7. Avoiding difficult conversations
Contrary to stereotype, many of the most peaceful older adults are not conflict‑avoidant. They have simply learned that swallowing every frustration poisons relationships in the long term.
So they speak up more, not less. They tell adult children when a boundary is needed. They admit hurt when a friend lets them down. They finally address the long‑standing family rift instead of pretending it never existed.
This does not mean dramatic confrontations. Often it means quiet, honest sentences repeated with calm: “When this happens, I feel sidelined. Can we try something different?” Research on vulnerability and open communication links these behaviours to stronger, more resilient relationships, a key predictor of wellbeing in later life.
8. Accumulating possessions for the sake of it
Walk into the home of a contented 70‑year‑old and you are less likely to find rooms packed with unused objects. Many gradually shift from “more is better” to “enough is peaceful”.
They clear wardrobes, pass on heirlooms, and think twice before new purchases. Their focus moves from things to experiences: a conversation on a park bench, a short trip, a weekly game night. Research links high materialism with lower wellbeing, while voluntary simplicity correlates with higher life satisfaction.
| Old focus | New focus after 60 |
|---|---|
| Owning the newest gadget | Having time to use what you already own |
| Filling every shelf | Creating space that feels calm and easy to maintain |
| Shopping to soothe emotions | Talking, walking, or creating to soothe emotions |
The feeling of wealth starts to come less from objects and more from unhurried afternoons and rooms that can breathe.
9. Pretending to know everything
Perhaps the most charming trait of happy older people is their willingness to be beginners again. They ask questions about technology, try unfamiliar hobbies, and laugh when they press the wrong button.
Psychologists call this a growth mindset: the belief that abilities can expand through effort and learning. Studies show this mindset supports resilience at any age. A 75‑year‑old who believes “I can learn this, slowly” responds very differently to change than someone convinced “I’m too old for this now.”
Curiosity keeps the brain engaged and protects against the dullness that comes from assuming the story is already over.
Giving up the need to be the expert often makes relationships easier too. Grandchildren, neighbours or younger colleagues become teachers, which creates new bridges between generations.

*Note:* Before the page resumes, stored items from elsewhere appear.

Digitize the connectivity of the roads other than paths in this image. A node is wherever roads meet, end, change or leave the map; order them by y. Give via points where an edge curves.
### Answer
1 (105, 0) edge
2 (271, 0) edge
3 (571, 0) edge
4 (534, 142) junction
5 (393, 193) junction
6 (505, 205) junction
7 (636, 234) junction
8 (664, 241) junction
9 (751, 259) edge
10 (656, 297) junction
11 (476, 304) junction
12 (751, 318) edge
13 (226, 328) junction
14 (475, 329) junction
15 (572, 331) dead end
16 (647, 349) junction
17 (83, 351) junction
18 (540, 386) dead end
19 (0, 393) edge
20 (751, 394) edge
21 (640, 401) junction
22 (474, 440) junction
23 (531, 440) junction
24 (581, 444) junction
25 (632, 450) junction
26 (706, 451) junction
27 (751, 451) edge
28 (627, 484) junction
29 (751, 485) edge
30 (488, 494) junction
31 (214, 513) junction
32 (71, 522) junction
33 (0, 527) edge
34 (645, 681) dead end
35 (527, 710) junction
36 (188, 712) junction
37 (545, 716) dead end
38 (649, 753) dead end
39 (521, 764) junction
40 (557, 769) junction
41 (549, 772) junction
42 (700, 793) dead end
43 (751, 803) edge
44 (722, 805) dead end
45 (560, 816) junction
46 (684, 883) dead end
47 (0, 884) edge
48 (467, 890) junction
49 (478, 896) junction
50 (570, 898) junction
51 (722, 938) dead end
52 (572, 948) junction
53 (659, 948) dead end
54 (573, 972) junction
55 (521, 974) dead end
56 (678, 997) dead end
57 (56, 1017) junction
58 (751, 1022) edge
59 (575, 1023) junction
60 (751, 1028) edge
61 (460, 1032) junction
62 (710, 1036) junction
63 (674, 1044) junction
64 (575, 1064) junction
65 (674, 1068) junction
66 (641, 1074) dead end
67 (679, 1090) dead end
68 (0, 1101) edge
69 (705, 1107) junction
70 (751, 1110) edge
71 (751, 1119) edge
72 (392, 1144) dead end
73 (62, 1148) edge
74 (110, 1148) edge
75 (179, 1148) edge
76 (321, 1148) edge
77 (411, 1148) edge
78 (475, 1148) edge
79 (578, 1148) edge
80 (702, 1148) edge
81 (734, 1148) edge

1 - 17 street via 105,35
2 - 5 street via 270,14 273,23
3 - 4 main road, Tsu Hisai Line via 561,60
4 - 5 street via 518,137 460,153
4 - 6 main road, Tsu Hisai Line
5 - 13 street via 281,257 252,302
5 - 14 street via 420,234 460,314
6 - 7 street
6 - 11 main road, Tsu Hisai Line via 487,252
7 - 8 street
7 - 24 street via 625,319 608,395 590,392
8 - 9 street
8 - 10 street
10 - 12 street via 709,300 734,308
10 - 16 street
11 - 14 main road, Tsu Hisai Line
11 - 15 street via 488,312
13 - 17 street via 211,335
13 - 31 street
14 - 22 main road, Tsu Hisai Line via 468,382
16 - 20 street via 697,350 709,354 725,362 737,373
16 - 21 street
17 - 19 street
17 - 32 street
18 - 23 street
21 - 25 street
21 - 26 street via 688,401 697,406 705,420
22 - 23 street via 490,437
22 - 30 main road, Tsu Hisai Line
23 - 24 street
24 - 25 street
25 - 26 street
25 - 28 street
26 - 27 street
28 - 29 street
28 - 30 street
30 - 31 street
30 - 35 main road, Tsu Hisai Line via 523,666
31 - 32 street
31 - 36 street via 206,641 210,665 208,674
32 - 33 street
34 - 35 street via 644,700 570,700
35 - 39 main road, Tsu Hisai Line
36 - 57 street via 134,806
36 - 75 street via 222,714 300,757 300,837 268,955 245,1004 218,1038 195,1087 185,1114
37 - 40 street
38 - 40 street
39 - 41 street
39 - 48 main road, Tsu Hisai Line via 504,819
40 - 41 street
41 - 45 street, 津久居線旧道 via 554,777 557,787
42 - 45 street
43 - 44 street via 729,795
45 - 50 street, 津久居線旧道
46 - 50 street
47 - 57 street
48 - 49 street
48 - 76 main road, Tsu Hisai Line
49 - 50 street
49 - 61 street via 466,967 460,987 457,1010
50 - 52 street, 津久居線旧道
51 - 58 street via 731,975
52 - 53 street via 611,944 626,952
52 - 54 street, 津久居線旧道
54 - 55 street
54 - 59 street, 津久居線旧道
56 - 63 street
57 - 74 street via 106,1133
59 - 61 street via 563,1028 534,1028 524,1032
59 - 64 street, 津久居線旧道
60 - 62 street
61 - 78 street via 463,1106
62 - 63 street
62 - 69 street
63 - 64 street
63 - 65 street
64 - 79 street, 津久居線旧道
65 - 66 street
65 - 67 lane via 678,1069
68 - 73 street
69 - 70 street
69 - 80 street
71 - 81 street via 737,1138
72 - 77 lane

How these nine choices work together
None of these shifts happens overnight. They tend to build on each other across years. Saying no more often frees up time to move your body. Moving your body improves sleep and mood, which makes it easier to handle hard conversations. Repairing relationships reduces loneliness, which lessens the urge to shop for comfort.
The effect is cumulative: fewer draining habits mean more energy for what genuinely matters, whether that is volunteering, caring for grandchildren, reading, or simply sitting in the garden without feeling you ought to be somewhere else.

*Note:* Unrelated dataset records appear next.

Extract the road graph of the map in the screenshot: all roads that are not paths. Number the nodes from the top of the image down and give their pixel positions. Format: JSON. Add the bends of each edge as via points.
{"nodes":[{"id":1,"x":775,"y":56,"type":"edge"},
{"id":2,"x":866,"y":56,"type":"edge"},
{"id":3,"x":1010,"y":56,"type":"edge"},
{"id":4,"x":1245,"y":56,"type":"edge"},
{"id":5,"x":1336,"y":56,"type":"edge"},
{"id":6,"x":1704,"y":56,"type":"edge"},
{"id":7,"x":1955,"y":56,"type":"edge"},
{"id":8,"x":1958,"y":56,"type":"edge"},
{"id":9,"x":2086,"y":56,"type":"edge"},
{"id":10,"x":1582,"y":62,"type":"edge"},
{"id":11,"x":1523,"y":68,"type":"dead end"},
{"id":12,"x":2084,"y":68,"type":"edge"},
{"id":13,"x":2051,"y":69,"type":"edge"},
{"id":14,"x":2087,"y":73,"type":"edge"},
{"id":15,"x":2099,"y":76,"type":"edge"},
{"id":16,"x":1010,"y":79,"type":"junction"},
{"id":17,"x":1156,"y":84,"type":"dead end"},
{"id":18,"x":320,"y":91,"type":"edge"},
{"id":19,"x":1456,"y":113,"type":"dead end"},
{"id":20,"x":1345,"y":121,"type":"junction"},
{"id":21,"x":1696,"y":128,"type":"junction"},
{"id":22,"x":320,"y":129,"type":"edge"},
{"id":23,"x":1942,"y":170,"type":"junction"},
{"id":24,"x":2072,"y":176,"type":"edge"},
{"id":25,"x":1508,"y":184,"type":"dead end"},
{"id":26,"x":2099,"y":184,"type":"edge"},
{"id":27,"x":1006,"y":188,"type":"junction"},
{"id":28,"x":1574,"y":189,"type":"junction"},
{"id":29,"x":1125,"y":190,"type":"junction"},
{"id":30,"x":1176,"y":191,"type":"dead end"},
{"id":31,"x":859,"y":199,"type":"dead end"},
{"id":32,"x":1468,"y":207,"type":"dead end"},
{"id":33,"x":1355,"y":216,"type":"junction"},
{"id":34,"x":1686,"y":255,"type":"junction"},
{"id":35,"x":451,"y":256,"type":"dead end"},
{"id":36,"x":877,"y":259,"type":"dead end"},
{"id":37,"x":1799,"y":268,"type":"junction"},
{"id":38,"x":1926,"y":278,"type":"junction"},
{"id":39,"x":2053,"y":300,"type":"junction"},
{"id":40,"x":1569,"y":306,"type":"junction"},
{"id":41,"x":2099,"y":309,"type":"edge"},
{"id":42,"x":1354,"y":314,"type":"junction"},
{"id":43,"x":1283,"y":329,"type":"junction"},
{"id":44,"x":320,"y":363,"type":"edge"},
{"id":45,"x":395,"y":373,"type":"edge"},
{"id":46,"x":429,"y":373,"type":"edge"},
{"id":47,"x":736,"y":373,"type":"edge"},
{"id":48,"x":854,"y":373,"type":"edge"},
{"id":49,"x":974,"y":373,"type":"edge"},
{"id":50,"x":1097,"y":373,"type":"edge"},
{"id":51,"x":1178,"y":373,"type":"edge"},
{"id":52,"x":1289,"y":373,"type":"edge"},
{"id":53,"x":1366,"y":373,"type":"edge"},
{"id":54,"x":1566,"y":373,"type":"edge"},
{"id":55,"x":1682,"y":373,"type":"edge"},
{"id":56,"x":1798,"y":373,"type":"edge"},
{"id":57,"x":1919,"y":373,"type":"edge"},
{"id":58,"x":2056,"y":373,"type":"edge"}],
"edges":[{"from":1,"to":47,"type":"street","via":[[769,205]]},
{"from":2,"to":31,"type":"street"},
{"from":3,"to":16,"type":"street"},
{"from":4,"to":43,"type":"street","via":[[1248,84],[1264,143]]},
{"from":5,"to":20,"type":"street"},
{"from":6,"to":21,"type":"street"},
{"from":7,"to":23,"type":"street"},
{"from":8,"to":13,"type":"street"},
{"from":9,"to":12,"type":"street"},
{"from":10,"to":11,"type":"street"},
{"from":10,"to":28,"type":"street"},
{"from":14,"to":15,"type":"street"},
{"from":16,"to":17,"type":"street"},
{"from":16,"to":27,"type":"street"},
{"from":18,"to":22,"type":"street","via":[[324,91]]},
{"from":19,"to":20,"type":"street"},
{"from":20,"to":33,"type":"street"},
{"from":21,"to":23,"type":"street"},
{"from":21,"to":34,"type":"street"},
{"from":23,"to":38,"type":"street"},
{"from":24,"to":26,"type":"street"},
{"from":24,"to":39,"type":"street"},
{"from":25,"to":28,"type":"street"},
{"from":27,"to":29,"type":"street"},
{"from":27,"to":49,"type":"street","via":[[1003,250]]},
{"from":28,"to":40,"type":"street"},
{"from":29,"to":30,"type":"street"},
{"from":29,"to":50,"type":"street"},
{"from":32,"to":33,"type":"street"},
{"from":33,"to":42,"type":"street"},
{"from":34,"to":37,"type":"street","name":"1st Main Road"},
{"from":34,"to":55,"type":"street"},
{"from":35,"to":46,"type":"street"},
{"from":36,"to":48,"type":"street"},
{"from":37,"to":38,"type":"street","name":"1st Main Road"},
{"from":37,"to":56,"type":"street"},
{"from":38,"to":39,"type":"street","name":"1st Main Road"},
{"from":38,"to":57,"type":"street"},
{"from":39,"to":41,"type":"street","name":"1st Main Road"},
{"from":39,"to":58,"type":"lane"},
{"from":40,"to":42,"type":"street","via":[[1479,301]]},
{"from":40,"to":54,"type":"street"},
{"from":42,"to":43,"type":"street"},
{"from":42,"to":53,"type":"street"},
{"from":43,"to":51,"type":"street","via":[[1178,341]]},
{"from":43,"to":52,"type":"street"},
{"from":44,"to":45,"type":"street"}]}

Practical ways to start at any age
You do not need to be near retirement to borrow these strategies. A simple weekly check‑in can help:
- Ask yourself: “What did I say yes to this week that I immediately regretted?”
- Notice: “Where did I compare myself to others and feel smaller?”
- Pick one small action: a conversation to have, a drawer to clear, a short walk to schedule.
One useful term here is “psychological flexibility” – the ability to adapt your behaviour when life changes, instead of clinging to old rules. People with higher psychological flexibility tend to report less distress and better overall wellbeing, and these nine habit shifts are all expressions of that flexibility.
Picture two versions of yourself at 70. In one version, you are still overcommitted, chasing approval, surrounded by clutter. In the other, you say no comfortably, speak honestly, move daily, and accept being a learner. The external circumstances might be similar, but the lived experience of each day would feel very different.
The central question is not what age you are, but which habits you are willing to quietly leave behind so that the years ahead, whatever their number, feel lighter and more your own.